Unintended Consequences

Well what a day that’s been. Who’d have thought that innocently using the public flickr api to display public images on a personal website could cause such aggravation!

The issue arises from the fundamental flaw in flickr in that public images appear in all the rss feeds and default searches even when the owner has marked them as all rights reserved.

Now call me picky, but there seems an inherent conflict with uploading images to a public web service, marking the pictures as public, and then indicating that they are all rights reserved.

It seems to me that Flickr should take steps to prevent images that are all rights reserved from appearing in any feed unless they are being accessed by the owner’s api key. That would stop the problem dead and might encourage photographers to make more use of the creative commons licenses which give perfectly enforceable protection against commercial exploitation which is why some people seem to be so tetchy about it all.

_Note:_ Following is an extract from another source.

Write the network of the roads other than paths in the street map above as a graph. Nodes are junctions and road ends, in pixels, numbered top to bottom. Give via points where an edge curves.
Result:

Now I have no wish to offend anyone, so I spent the entire day coding a much more sophisticated feed for the photography page that checks the licence of each image to ensure it is not rights reserved. However, there are two unfortunate consequences of this.

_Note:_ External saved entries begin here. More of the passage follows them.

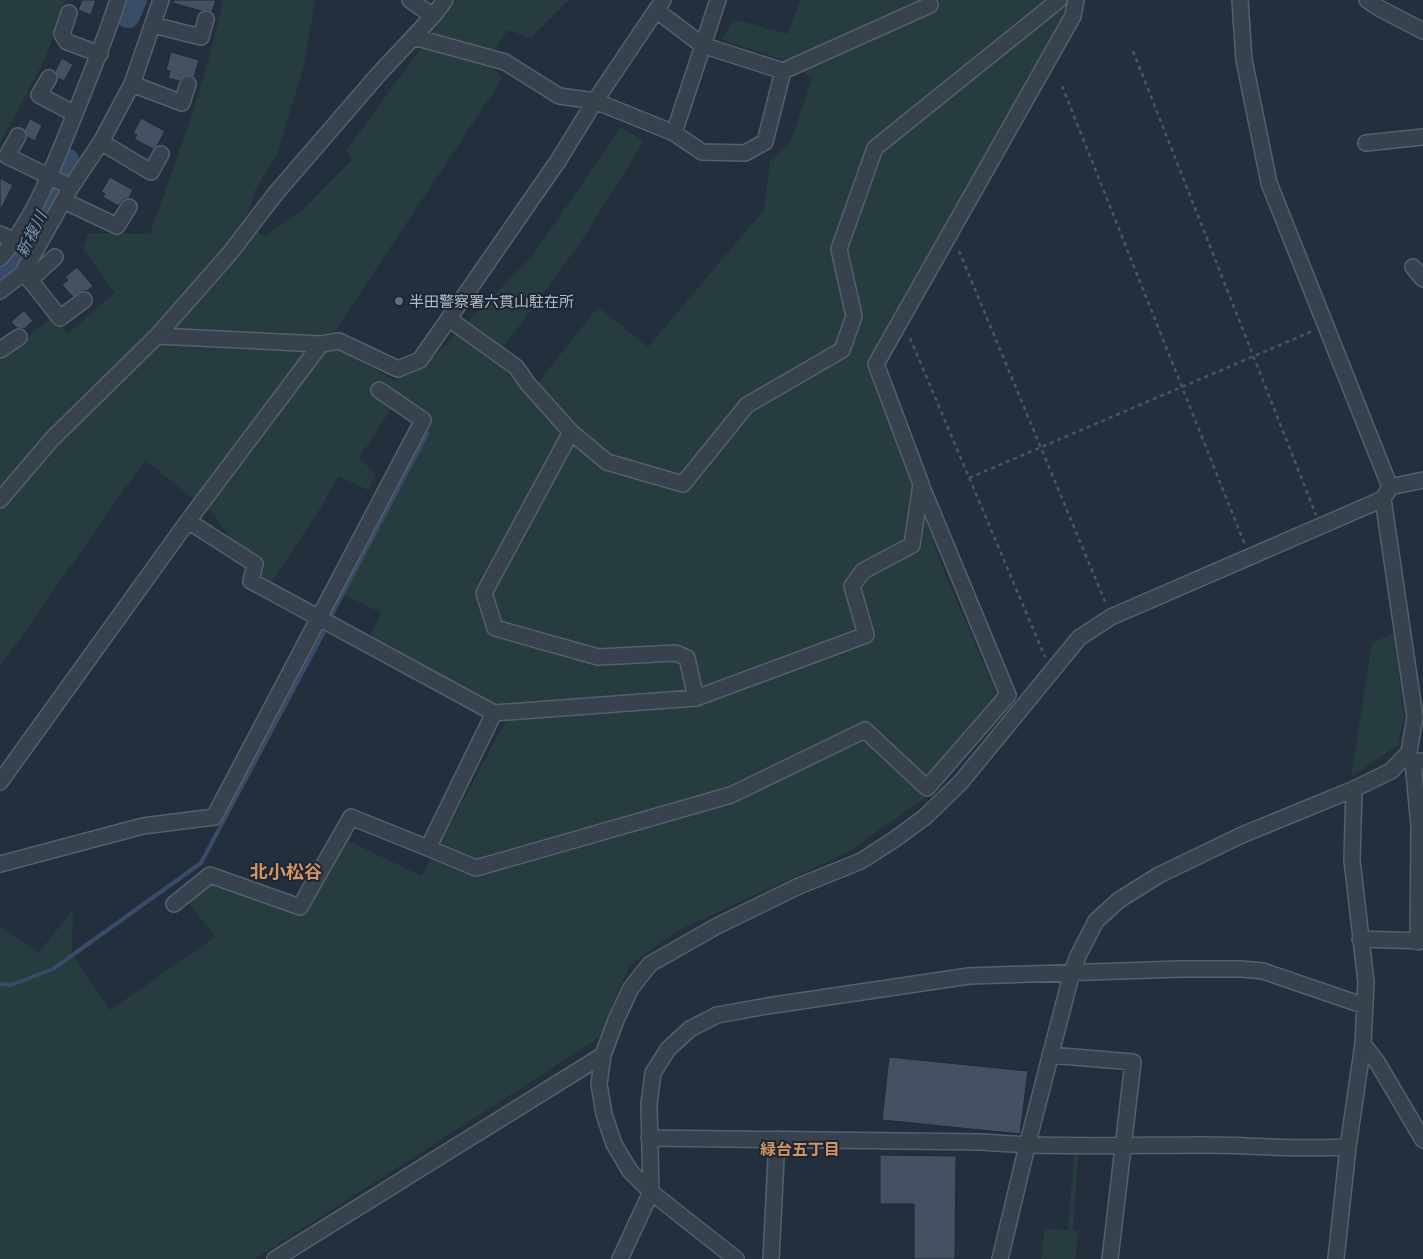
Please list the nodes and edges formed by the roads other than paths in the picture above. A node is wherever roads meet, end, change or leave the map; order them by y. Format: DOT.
graph roads {
  1 [pos="118,0"];
  2 [pos="160,0"];
  3 [pos="410,0"];
  4 [pos="445,0"];
  5 [pos="718,0"];
  6 [pos="1059,0"];
  7 [pos="1076,0"];
  8 [pos="1240,0"];
  9 [pos="1367,0"];
  10 [pos="659,5"];
  11 [pos="930,5"];
  12 [pos="70,13"];
  13 [pos="433,16"];
  14 [pos="206,19"];
  15 [pos="153,25"];
  16 [pos="1423,31"];
  17 [pos="414,37"];
  18 [pos="702,45"];
  19 [pos="100,54"];
  20 [pos="783,71"];
  21 [pos="49,78"];
  22 [pos="132,84"];
  23 [pos="188,84"];
  24 [pos="595,101"];
  25 [pos="75,114"];
  26 [pos="674,133"];
  27 [pos="18,136"];
  28 [pos="1423,137"];
  29 [pos="101,142"];
  30 [pos="1366,143"];
  31 [pos="161,154"];
  32 [pos="49,177"];
  33 [pos="71,188"];
  34 [pos="64,202"];
  35 [pos="128,208"];
  36 [pos="0,234"];
  37 [pos="15,241"];
  38 [pos="55,257"];
  39 [pos="0,258"];
  40 [pos="1412,267"];
  41 [pos="26,277"];
  42 [pos="1423,279"];
  43 [pos="0,291"];
  44 [pos="84,300"];
  45 [pos="449,319"];
  46 [pos="156,336"];
  47 [pos="19,337"];
  48 [pos="321,344"];
  49 [pos="0,350"];
  50 [pos="379,390"];
  51 [pos="571,432"];
  52 [pos="1423,480"];
  53 [pos="921,484"];
  54 [pos="1386,493"];
  55 [pos="0,500"];
  56 [pos="188,520"];
  57 [pos="320,617"];
  58 [pos="696,698"];
  59 [pos="494,713"];
  60 [pos="1423,761"];
  61 [pos="0,782"];
  62 [pos="1354,789"];
  63 [pos="1421,826"];
  64 [pos="428,848"];
  65 [pos="0,864"];
  66 [pos="174,904"];
  67 [pos="1360,939"];
  68 [pos="1420,941"];
  69 [pos="1072,972"];
  70 [pos="1365,1006"];
  71 [pos="1364,1044"];
  72 [pos="603,1054"];
  73 [pos="1050,1055"];
  74 [pos="649,1138"];
  75 [pos="777,1140"];
  76 [pos="1423,1140"];
  77 [pos="1123,1145"];
  78 [pos="1027,1146"];
  79 [pos="1348,1147"];
  80 [pos="651,1192"];
  81 [pos="275,1259"];
  82 [pos="620,1259"];
  83 [pos="736,1259"];
  84 [pos="770,1259"];
  85 [pos="1000,1259"];
  86 [pos="1110,1259"];
  87 [pos="1336,1259"];
  1 -- 19 [label="street"];
  2 -- 15 [label="street"];
  3 -- 13 [label="street"];
  4 -- 13 [label="street"];
  5 -- 18 [label="street"];
  6 -- 51 [label="street"];
  7 -- 53 [label="street"];
  8 -- 54 [label="street"];
  9 -- 16 [label="street"];
  10 -- 18 [label="street"];
  10 -- 24 [label="street"];
  11 -- 20 [label="street"];
  12 -- 19 [label="street"];
  13 -- 17 [label="street"];
  14 -- 15 [label="street"];
  15 -- 22 [label="street"];
  17 -- 24 [label="street"];
  17 -- 46 [label="street"];
  18 -- 20 [label="street"];
  18 -- 26 [label="street"];
  19 -- 25 [label="street"];
  20 -- 26 [label="street"];
  21 -- 25 [label="street"];
  22 -- 23 [label="street"];
  22 -- 29 [label="street"];
  24 -- 26 [label="street"];
  24 -- 45 [label="street"];
  25 -- 32 [label="street"];
  27 -- 32 [label="street"];
  28 -- 30 [label="street"];
  29 -- 31 [label="street"];
  29 -- 33 [label="street"];
  32 -- 33 [label="street"];
  32 -- 37 [label="street"];
  33 -- 34 [label="street"];
  34 -- 35 [label="street"];
  34 -- 41 [label="street"];
  36 -- 37 [label="street"];
  37 -- 39 [label="street"];
  38 -- 41 [label="street"];
  40 -- 42 [label="street"];
  41 -- 43 [label="street"];
  41 -- 44 [label="street"];
  45 -- 48 [label="street"];
  45 -- 51 [label="street"];
  46 -- 48 [label="street"];
  46 -- 55 [label="street"];
  47 -- 49 [label="street"];
  48 -- 56 [label="street"];
  50 -- 57 [label="street"];
  51 -- 58 [label="street"];
  52 -- 54 [label="street"];
  53 -- 58 [label="street"];
  53 -- 64 [label="street"];
  54 -- 62 [label="street"];
  54 -- 72 [label="street"];
  56 -- 57 [label="street"];
  56 -- 61 [label="street"];
  57 -- 59 [label="street"];
  57 -- 65 [label="street"];
  58 -- 59 [label="street"];
  59 -- 64 [label="street"];
  60 -- 63 [label="street"];
  62 -- 67 [label="street"];
  62 -- 69 [label="street"];
  63 -- 68 [label="street"];
  64 -- 66 [label="street"];
  67 -- 68 [label="street"];
  67 -- 70 [label="street"];
  69 -- 70 [label="street"];
  69 -- 73 [label="street"];
  69 -- 74 [label="street"];
  70 -- 71 [label="street"];
  71 -- 76 [label="street"];
  71 -- 79 [label="street"];
  72 -- 80 [label="street"];
  72 -- 81 [label="street"];
  73 -- 77 [label="street"];
  73 -- 78 [label="street"];
  74 -- 75 [label="street"];
  74 -- 80 [label="street"];
  75 -- 78 [label="street"];
  75 -- 84 [label="street"];
  77 -- 78 [label="street"];
  77 -- 79 [label="street"];
  77 -- 86 [label="street"];
  78 -- 85 [label="street"];
  79 -- 87 [label="street"];
  80 -- 82 [label="street"];
  80 -- 83 [label="street"];
}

The first is that the photo page is now much slower as instead of a single API call, I have to make over 72 to check rights and owner details of each image. I would implore Flickr to expose this information as standard in any API call that retrieves a result set of photos or simply stop protected images being exposed in the API.

Secondly, and more seriously, due to cross domain policy issues, I now have to proxy all the images through my server which means my bandwidth costs will rise, possibly to the point where the service has to dropped.

I think it would be a shame to have to drop it for that reason, however I may be left with no choice.